• EXERCISE PROMPT
Give the number of lines in the listing below that include the word "main", with nothing more.

........

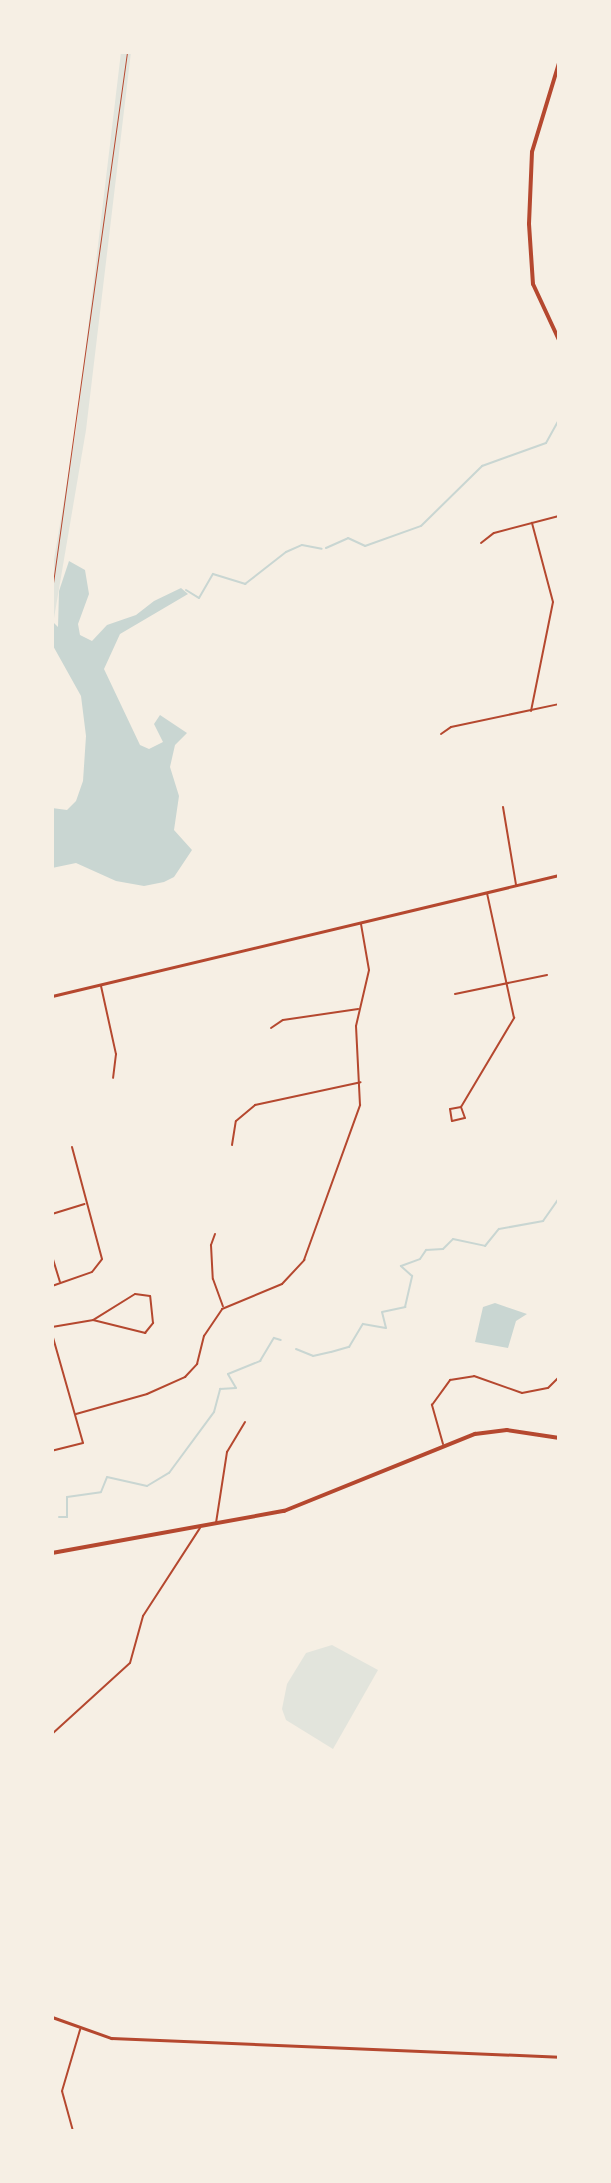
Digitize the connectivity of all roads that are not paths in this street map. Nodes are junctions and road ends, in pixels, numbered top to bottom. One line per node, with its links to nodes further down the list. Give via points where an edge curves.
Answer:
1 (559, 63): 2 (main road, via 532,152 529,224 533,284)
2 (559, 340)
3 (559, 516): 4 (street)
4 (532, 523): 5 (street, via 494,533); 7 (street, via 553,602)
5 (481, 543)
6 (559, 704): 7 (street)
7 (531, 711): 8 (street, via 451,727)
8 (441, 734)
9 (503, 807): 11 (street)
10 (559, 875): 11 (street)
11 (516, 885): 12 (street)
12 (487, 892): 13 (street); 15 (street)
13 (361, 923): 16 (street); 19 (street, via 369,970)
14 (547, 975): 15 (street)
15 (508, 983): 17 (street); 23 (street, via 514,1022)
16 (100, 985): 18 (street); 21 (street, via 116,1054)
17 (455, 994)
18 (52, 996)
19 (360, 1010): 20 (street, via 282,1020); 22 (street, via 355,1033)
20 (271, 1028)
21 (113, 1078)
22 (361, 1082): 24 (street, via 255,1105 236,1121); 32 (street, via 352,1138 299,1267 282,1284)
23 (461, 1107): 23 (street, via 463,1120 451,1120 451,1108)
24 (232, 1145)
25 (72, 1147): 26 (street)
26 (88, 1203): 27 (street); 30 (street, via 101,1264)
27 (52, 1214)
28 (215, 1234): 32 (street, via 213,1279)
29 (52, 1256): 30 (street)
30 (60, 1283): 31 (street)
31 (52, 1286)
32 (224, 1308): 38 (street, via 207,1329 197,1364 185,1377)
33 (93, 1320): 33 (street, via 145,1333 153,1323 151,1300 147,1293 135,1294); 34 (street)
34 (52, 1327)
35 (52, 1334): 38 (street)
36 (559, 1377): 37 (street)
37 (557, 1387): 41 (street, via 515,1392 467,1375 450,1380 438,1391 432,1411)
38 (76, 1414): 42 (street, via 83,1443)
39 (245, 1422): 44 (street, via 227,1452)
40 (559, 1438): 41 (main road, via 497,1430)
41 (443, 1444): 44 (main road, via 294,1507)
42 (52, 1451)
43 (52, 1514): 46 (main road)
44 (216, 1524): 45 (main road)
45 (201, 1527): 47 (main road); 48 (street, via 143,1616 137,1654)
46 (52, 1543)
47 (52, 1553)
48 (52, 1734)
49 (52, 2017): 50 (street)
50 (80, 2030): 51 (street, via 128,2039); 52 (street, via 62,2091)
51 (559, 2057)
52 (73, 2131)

........

• RESULT OF THIS EXERCISE
6